Every record below is to be copied exactly, with its images omitted.

===

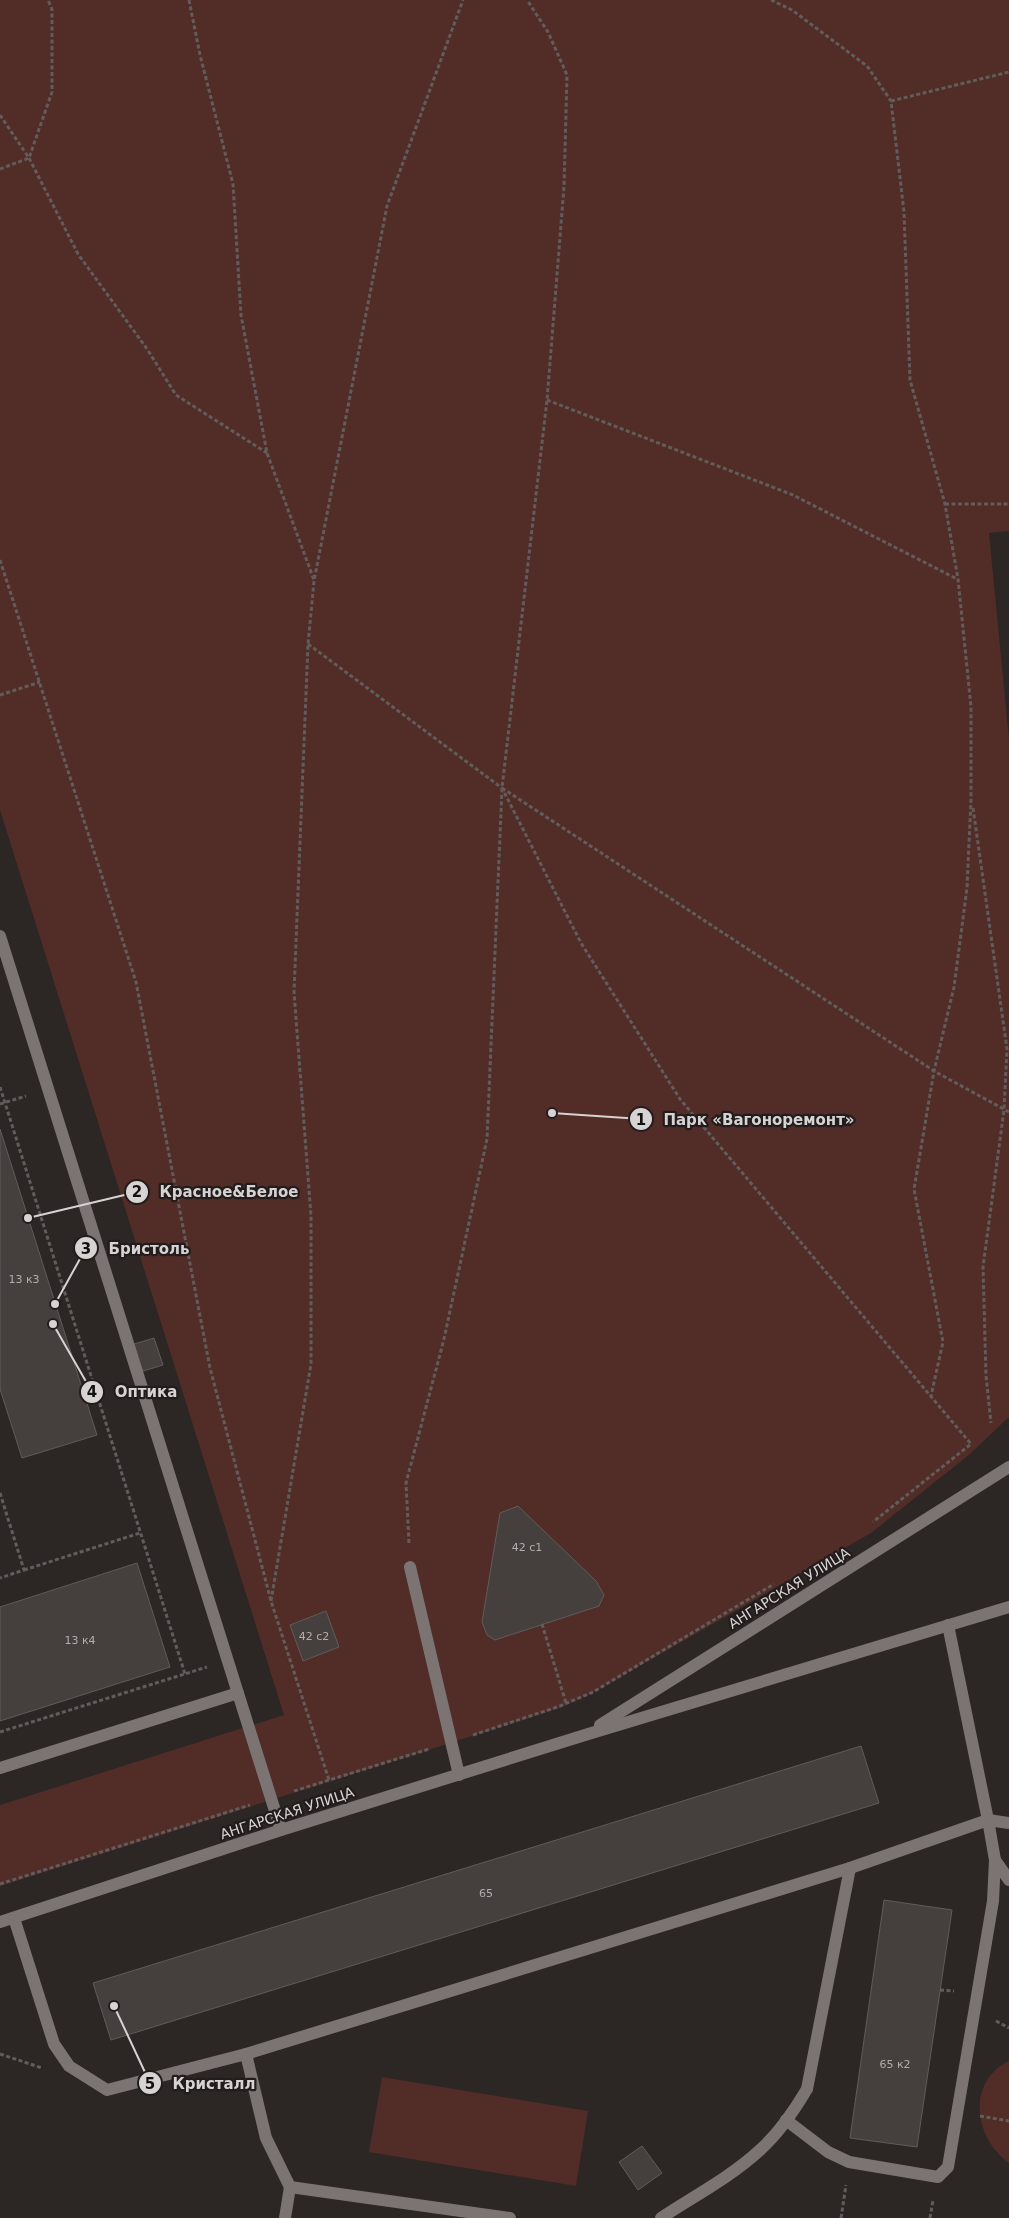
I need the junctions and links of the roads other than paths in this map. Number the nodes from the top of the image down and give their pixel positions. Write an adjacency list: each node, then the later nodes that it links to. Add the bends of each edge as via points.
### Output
1 (0, 936): 6 (street)
2 (1009, 1467): 7 (street, АНГАРСКАЯ УЛИЦА)
3 (410, 1568): 9 (street)
4 (1009, 1607): 5 (street, АНГАРСКАЯ УЛИЦА)
5 (948, 1625): 7 (street, АНГАРСКАЯ УЛИЦА); 10 (street)
6 (238, 1692): 8 (street); 12 (street)
7 (585, 1735): 9 (street, АНГАРСКАЯ УЛИЦА)
8 (0, 1768)
9 (459, 1775): 12 (street, АНГАРСКАЯ УЛИЦА)
10 (988, 1820): 11 (street); 13 (street); 14 (street)
11 (1009, 1823)
12 (282, 1830): 16 (street, АНГАРСКАЯ УЛИЦА)
13 (995, 1860): 15 (street); 19 (street, via 992,1901 948,2167 938,2177 849,2162 828,2152)
14 (850, 1868): 18 (street); 19 (street, via 807,2089)
15 (1009, 1880)
16 (14, 1918): 17 (street, АНГАРСКАЯ УЛИЦА); 18 (street, via 54,2044 69,2066 107,2090)
17 (0, 1922)
18 (246, 2054): 20 (street, via 266,2138)
19 (786, 2120): 23 (street, via 761,2150)
20 (290, 2187): 21 (street); 22 (street)
21 (285, 2218)
22 (510, 2218)
23 (661, 2218)

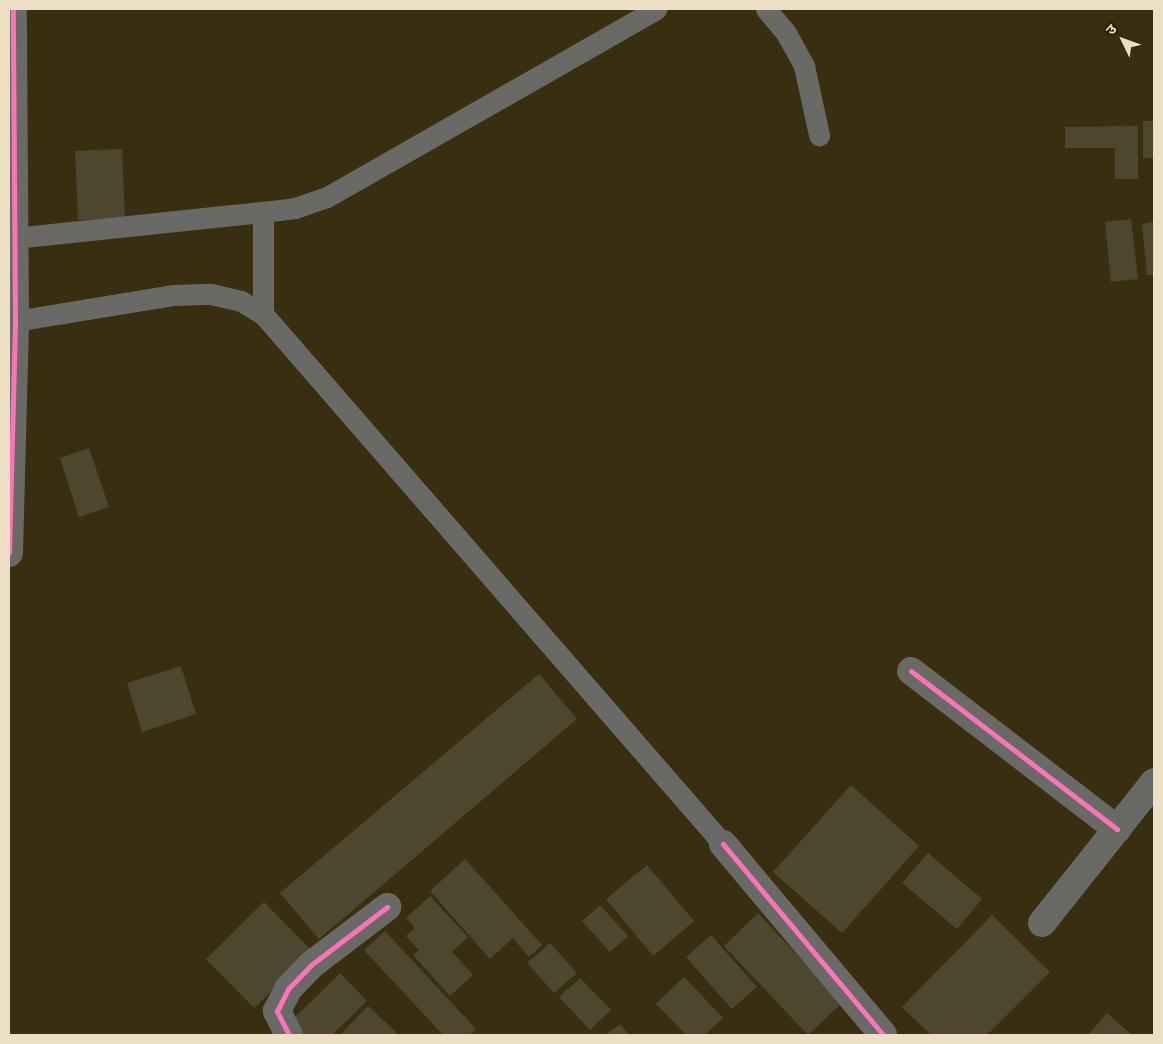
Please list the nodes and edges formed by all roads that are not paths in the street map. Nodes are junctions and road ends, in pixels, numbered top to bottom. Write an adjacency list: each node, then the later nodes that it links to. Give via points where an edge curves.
1 (13, 9): 6 (street)
2 (656, 9): 5 (lane, via 327,196 295,208)
3 (766, 9): 4 (lane, via 786,33 804,66)
4 (819, 135)
5 (263, 212): 6 (lane); 7 (lane)
6 (14, 238): 8 (street)
7 (263, 314): 8 (lane, via 241,301 211,294 174,295); 13 (lane)
8 (15, 321): 9 (street)
9 (9, 553)
10 (911, 671): 12 (street)
11 (1154, 782): 12 (street)
12 (1117, 828): 15 (street)
13 (723, 844): 17 (street)
14 (387, 907): 16 (street, via 311,964 288,990 277,1011)
15 (1042, 923)
16 (289, 1035)
17 (883, 1035)

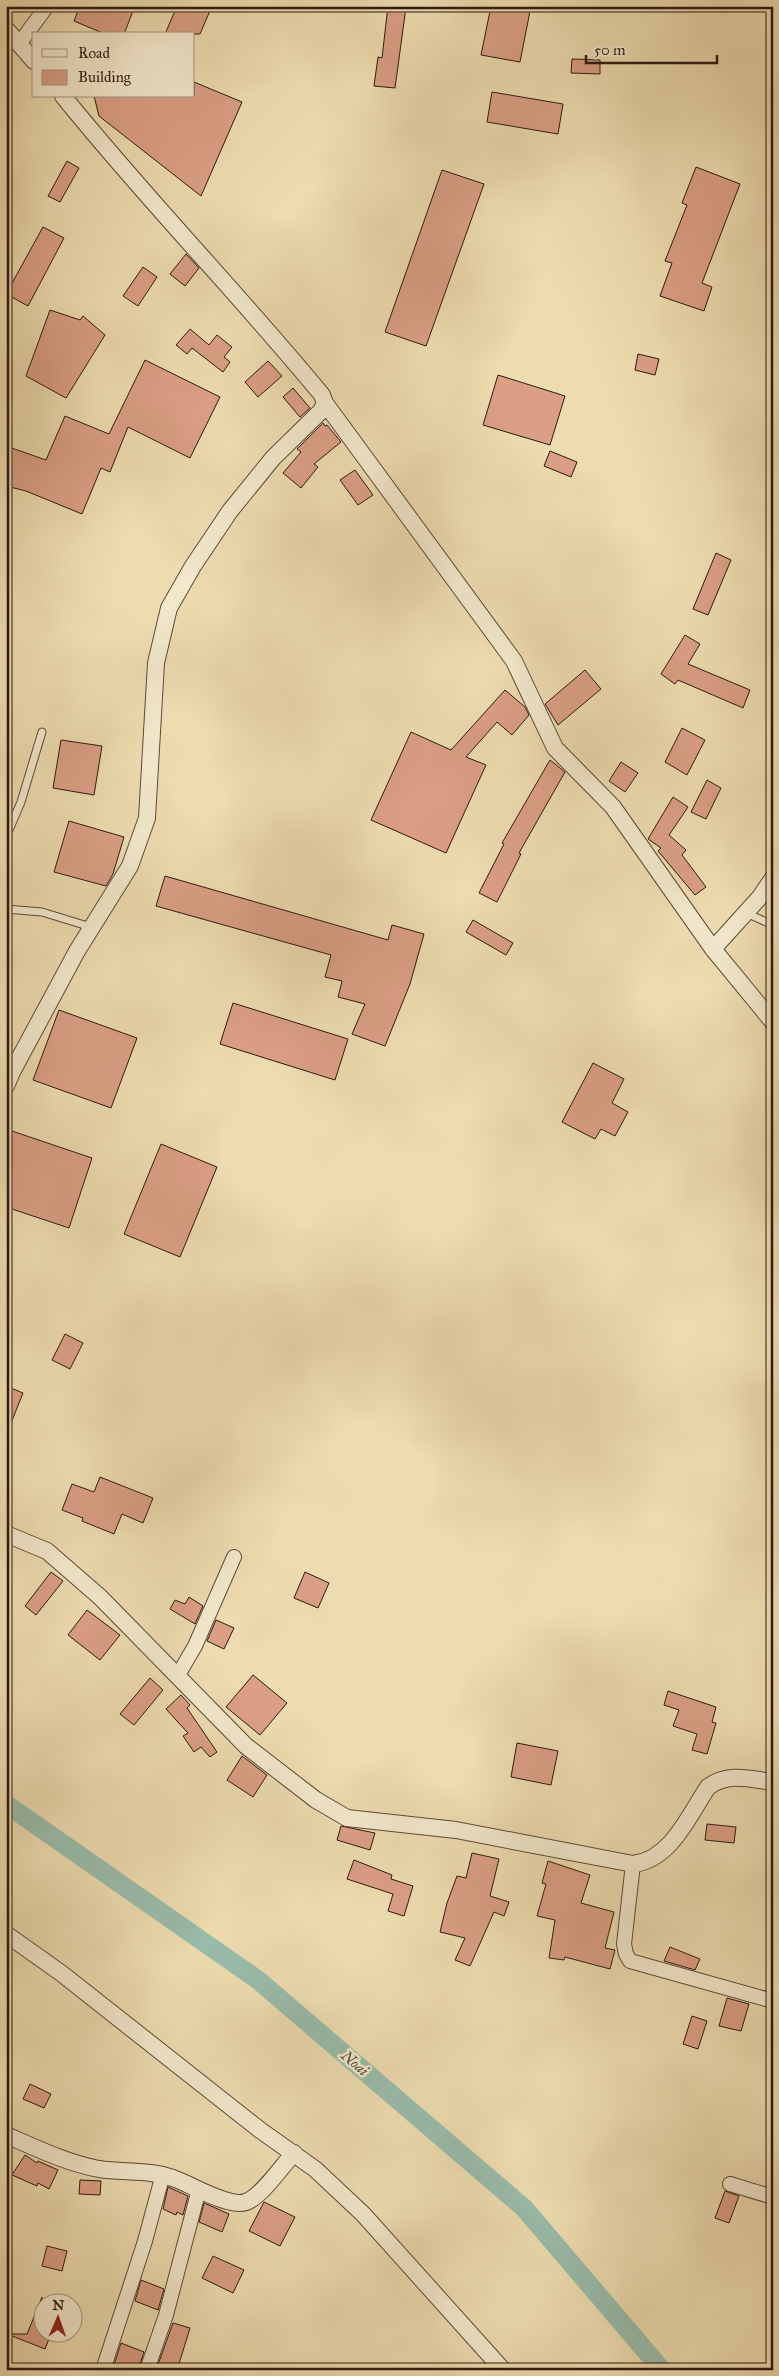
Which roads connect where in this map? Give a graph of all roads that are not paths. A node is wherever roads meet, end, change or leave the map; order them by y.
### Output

===

Task result:
I need the junctions and links of the roads other than paths in this map. Number the nodes from the top of the image down and give their pixel positions. Write an adjacency list: each node, then the later nodes that it links to. Add the bends of each edge as via points.
### Output
1 (0, 936): 6 (street)
2 (1009, 1467): 7 (street, АНГАРСКАЯ УЛИЦА)
3 (410, 1568): 9 (street)
4 (1009, 1607): 5 (street, АНГАРСКАЯ УЛИЦА)
5 (948, 1625): 7 (street, АНГАРСКАЯ УЛИЦА); 10 (street)
6 (238, 1692): 8 (street); 12 (street)
7 (585, 1735): 9 (street, АНГАРСКАЯ УЛИЦА)
8 (0, 1768)
9 (459, 1775): 12 (street, АНГАРСКАЯ УЛИЦА)
10 (988, 1820): 11 (street); 13 (street); 14 (street)
11 (1009, 1823)
12 (282, 1830): 16 (street, АНГАРСКАЯ УЛИЦА)
13 (995, 1860): 15 (street); 19 (street, via 992,1901 948,2167 938,2177 849,2162 828,2152)
14 (850, 1868): 18 (street); 19 (street, via 807,2089)
15 (1009, 1880)
16 (14, 1918): 17 (street, АНГАРСКАЯ УЛИЦА); 18 (street, via 54,2044 69,2066 107,2090)
17 (0, 1922)
18 (246, 2054): 20 (street, via 266,2138)
19 (786, 2120): 23 (street, via 761,2150)
20 (290, 2187): 21 (street); 22 (street)
21 (285, 2218)
22 (510, 2218)
23 (661, 2218)

Please list the nodes and edges formed by all roads that are not paths in the street map. Nodes are junctions and road ends, in pixels, numbered top to bottom. Write an adjacency list: each node, then the later nodes that it links to. Give via points where an edge curves.
1 (13, 9): 6 (street)
2 (656, 9): 5 (lane, via 327,196 295,208)
3 (766, 9): 4 (lane, via 786,33 804,66)
4 (819, 135)
5 (263, 212): 6 (lane); 7 (lane)
6 (14, 238): 8 (street)
7 (263, 314): 8 (lane, via 241,301 211,294 174,295); 13 (lane)
8 (15, 321): 9 (street)
9 (9, 553)
10 (911, 671): 12 (street)
11 (1154, 782): 12 (street)
12 (1117, 828): 15 (street)
13 (723, 844): 17 (street)
14 (387, 907): 16 (street, via 311,964 288,990 277,1011)
15 (1042, 923)
16 (289, 1035)
17 (883, 1035)

Which roads connect where in this map? Give a graph of all roads that are not paths. A node is wherever roads meet, end, change or leave the map; order them by y.
### Output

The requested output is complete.